Virtudes que deveriam ter sido desenvolvidas pelo nosso povo e que não
foram. Não mereceram a atenção, no seu devido tempo, dos
encarregados em cuidar do nosso País nas últimas décadas. Falo dos
períodos da ditadura e pós-ditadura.
Não sei
por que a citação do tropicalismo feita por Rita Lee me fez refletir
sobre a desilusão das coisas não feitas, fruto da nossa incompetência.

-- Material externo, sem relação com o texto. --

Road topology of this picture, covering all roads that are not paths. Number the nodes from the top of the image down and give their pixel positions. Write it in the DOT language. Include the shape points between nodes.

Ficou a percepção de que o sonho do brasileiro de bem com a vida,
abastado, bem alimentado e feliz morreu ao final do show da cantora. O
bom tropicalismo brasileiro, citado no perder dos tempos por Voltaire,
que ganhou força em Mário de Andrade, impregnou Os Mutantes, Gil,
Caetano, Gal, Bethânia, Raul Seixas e deixou marcas em Cazuza, com o
passar dos anos, por causa do descuido e transigência das nossas
elites política e administrativa se transformou nessa “coisa”,
imbecil, boba, chula e de mau gosto. Nessa cultura consumista e
imediatista que traz consigo, para se autofinanciar, essa necessidade
enorme de corrupção. Um perigoso hábito ao qual estamos nos
acostumando e que até já achamos normal.
Sonhávamos
com o brasileiro cordial e ele hoje só sabe assaltar, matar, seqüestrar,
roubar tênis de meninos, profanar salas de aula... Os mais espertos e
refinados na arte do furto do dinheiro público transferem o saque da
corrupção para paraísos fiscais e, ingênuos, fazemos “vista
grossa” e os reelegemos tantas vezes quantas forem necessárias.

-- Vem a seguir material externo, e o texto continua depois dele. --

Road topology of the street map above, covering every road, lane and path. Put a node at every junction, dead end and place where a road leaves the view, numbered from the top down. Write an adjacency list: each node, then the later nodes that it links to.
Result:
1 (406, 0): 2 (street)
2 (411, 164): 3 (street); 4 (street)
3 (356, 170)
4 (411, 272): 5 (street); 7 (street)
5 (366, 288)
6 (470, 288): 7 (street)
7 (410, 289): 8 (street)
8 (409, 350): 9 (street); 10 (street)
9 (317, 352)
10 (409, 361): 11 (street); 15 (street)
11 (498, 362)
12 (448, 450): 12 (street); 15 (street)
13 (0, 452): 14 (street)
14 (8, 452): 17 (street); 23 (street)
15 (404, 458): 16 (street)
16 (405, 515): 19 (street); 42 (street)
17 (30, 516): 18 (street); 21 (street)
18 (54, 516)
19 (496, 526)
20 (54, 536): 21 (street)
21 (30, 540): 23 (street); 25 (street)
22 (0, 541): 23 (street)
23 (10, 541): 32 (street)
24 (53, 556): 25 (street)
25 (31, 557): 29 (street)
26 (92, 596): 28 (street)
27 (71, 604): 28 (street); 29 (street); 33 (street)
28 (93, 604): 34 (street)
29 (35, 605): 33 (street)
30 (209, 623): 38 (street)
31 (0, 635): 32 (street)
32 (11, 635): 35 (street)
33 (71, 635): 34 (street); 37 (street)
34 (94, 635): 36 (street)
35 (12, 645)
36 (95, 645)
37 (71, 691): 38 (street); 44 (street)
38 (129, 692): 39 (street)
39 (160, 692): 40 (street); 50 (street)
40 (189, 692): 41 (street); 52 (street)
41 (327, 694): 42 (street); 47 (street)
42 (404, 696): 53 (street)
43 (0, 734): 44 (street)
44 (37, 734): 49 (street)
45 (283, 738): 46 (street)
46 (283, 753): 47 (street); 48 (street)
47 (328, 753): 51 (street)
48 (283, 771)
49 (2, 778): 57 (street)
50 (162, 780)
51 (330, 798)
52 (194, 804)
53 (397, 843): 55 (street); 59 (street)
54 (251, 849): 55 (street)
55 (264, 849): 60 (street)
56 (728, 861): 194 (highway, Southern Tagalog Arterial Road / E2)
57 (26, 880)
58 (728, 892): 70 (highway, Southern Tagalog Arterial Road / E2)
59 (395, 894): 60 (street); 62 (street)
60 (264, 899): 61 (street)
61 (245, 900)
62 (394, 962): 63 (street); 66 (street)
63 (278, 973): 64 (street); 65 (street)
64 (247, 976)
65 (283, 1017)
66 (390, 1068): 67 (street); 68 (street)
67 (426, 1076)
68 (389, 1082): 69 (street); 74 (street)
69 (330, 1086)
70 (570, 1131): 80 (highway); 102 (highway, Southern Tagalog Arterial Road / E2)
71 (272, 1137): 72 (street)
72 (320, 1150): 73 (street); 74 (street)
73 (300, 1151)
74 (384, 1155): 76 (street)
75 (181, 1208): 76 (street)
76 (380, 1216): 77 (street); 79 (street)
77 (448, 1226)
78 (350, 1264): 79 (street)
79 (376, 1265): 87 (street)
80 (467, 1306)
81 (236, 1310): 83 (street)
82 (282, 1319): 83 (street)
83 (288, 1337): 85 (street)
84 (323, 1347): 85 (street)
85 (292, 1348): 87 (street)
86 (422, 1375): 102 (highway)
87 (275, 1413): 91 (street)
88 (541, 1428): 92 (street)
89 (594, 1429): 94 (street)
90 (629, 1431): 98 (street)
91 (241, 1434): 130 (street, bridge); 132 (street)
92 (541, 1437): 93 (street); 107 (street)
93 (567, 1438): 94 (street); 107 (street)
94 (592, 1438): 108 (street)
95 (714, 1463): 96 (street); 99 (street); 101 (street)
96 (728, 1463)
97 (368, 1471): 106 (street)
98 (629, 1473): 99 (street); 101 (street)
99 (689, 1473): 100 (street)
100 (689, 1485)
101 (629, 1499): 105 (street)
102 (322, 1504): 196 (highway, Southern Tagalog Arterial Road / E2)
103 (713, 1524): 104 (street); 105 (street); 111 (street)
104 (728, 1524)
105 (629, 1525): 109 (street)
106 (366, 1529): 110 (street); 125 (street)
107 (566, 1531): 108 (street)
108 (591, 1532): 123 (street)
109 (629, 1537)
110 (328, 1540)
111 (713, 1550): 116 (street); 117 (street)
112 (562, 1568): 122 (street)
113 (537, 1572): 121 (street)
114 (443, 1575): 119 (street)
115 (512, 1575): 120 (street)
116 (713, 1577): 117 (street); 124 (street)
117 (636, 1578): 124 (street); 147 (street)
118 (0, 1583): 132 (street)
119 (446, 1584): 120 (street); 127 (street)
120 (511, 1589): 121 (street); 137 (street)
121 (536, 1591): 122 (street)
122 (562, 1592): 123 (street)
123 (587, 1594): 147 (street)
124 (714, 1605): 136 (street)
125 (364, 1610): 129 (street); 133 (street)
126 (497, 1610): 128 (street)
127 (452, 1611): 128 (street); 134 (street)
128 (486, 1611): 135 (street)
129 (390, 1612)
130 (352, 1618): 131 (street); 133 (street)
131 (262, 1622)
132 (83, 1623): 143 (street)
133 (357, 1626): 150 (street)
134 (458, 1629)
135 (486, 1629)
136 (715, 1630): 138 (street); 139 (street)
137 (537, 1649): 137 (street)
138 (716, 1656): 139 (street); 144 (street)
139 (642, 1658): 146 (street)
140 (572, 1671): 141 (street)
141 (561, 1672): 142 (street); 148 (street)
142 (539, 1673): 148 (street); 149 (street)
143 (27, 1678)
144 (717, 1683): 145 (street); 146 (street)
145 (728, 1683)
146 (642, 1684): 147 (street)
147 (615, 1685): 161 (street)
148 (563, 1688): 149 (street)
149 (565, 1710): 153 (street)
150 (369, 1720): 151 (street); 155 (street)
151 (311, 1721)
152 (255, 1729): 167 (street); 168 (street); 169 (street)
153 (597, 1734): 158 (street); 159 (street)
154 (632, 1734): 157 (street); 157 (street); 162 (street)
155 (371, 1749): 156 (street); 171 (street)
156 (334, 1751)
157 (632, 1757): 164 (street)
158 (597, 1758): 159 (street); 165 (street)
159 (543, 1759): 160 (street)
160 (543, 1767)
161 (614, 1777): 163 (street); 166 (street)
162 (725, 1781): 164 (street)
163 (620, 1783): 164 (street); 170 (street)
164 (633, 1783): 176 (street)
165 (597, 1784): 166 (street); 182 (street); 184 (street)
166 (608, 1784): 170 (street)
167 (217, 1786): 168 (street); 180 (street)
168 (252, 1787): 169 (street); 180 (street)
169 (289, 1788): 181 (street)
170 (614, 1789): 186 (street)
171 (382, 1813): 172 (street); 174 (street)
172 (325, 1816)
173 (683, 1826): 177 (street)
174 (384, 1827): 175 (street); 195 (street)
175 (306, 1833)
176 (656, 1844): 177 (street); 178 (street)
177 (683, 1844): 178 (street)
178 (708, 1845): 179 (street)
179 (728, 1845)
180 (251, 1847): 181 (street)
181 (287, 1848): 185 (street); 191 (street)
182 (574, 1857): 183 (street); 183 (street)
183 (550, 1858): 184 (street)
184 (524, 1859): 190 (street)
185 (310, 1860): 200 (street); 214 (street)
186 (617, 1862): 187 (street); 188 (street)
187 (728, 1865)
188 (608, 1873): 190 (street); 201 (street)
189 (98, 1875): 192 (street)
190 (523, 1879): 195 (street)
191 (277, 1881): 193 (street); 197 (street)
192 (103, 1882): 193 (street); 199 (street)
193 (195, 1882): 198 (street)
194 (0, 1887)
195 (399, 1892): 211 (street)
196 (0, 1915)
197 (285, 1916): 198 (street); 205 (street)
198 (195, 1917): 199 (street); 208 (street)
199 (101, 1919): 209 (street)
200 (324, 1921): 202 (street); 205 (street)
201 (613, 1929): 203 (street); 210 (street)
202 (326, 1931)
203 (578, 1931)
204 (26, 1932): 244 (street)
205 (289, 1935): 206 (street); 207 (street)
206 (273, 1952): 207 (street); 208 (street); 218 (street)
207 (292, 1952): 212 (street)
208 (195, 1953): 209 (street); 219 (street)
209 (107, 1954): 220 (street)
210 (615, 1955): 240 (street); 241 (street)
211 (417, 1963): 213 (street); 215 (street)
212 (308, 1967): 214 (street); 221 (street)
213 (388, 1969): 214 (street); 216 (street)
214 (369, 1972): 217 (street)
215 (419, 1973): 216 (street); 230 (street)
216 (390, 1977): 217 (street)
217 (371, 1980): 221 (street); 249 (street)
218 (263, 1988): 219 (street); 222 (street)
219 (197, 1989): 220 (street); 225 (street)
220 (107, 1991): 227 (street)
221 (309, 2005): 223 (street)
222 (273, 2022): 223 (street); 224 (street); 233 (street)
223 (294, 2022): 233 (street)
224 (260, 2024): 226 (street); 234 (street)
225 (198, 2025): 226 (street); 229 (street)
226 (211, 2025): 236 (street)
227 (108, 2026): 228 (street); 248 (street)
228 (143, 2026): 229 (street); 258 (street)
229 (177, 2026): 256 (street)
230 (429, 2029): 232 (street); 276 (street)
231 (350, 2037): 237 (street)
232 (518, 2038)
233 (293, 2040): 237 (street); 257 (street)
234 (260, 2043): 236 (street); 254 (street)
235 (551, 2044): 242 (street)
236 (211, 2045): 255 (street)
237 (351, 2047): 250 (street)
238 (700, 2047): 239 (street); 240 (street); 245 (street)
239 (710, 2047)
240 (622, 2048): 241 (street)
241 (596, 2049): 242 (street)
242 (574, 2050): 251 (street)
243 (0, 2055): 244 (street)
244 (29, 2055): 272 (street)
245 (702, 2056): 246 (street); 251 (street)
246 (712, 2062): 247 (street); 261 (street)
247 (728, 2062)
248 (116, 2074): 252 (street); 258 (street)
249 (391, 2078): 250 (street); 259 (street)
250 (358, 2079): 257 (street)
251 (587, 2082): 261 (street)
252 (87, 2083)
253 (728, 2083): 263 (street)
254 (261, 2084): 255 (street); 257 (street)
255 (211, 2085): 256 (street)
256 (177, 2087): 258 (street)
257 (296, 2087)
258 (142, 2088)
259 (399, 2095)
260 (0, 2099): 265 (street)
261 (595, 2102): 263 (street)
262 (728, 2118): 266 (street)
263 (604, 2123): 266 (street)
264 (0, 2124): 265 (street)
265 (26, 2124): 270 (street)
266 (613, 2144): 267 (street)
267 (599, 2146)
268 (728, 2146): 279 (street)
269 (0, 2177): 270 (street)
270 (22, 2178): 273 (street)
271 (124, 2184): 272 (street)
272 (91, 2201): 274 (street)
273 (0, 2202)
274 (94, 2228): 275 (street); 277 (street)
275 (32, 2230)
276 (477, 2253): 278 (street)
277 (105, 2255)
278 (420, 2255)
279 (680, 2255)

Estamos levando a corda para os nossos carrascos nos enforcarem e
ainda pagando por isso.
Alguns de
nós, até que bem intencionados, travam batalhas enganadas e se
colocam a lutar contra a globalização. Ora, se querem mesmo combatê-la,
que digam não aos bonezinhos do Mickey, os falsos Rolex, as contas
fantasmas, os ternos Armani e a opulência corporal e cínica dos
nossos políticos. Rejeitem a desfaçatez e a cara de pau do corrupto
nos jornais de TV. Mas negar mesmo e não apenas oferecer mídia fácil
a mais uma CPI, propiciando que nome de deputado, que se diz
moralista, apareça nos noticiários do dia-a-dia. Um falso teatro
onde o fake impera e vira rotina ver político imitando o jogador
Vampeta, que na sua malandragem chegou a dizer: “O Flamengo fingia
que me pagava e eu fingia que jogava.” Políticos fingem que fazem
CPIs. CPIs fingem que são realizadas e estamos conversados.
Nós que
sonhávamos com justiça para todos, dela só recebemos o desejo das
aposentadorias milionárias dos seus prepostos. Nós que prevíamos
uma correta divisão de riquezas, montamos um sistema tributário
injusto e sugador que tira o sangue de quem trabalha e dá para quem não
trabalha, num verdadeiro salve-se quem puder. E novamente estamos
vendo o garrote apertar mais e não reagimos.
Sentindo
saudade de um País que não aconteceu sou acometido de uma profunda
nostalgia do futuro. Aliás, a palavra nostalgia, na sua essência
quer dizer: nostos, saudade da pátria e álgos, dor. Por isso, posso
dizer que sinto saudade do Brasil dentro do próprio Brasil.
Rita Lee,
faça uma canção para nós, cante a saudade de um Brasil que não
aconteceu. Somos da mesma idade e, você sabe do que estou falando:
sonhos desfeitos, descrença na grande amiga de todos os brasileiros a falsária esperança.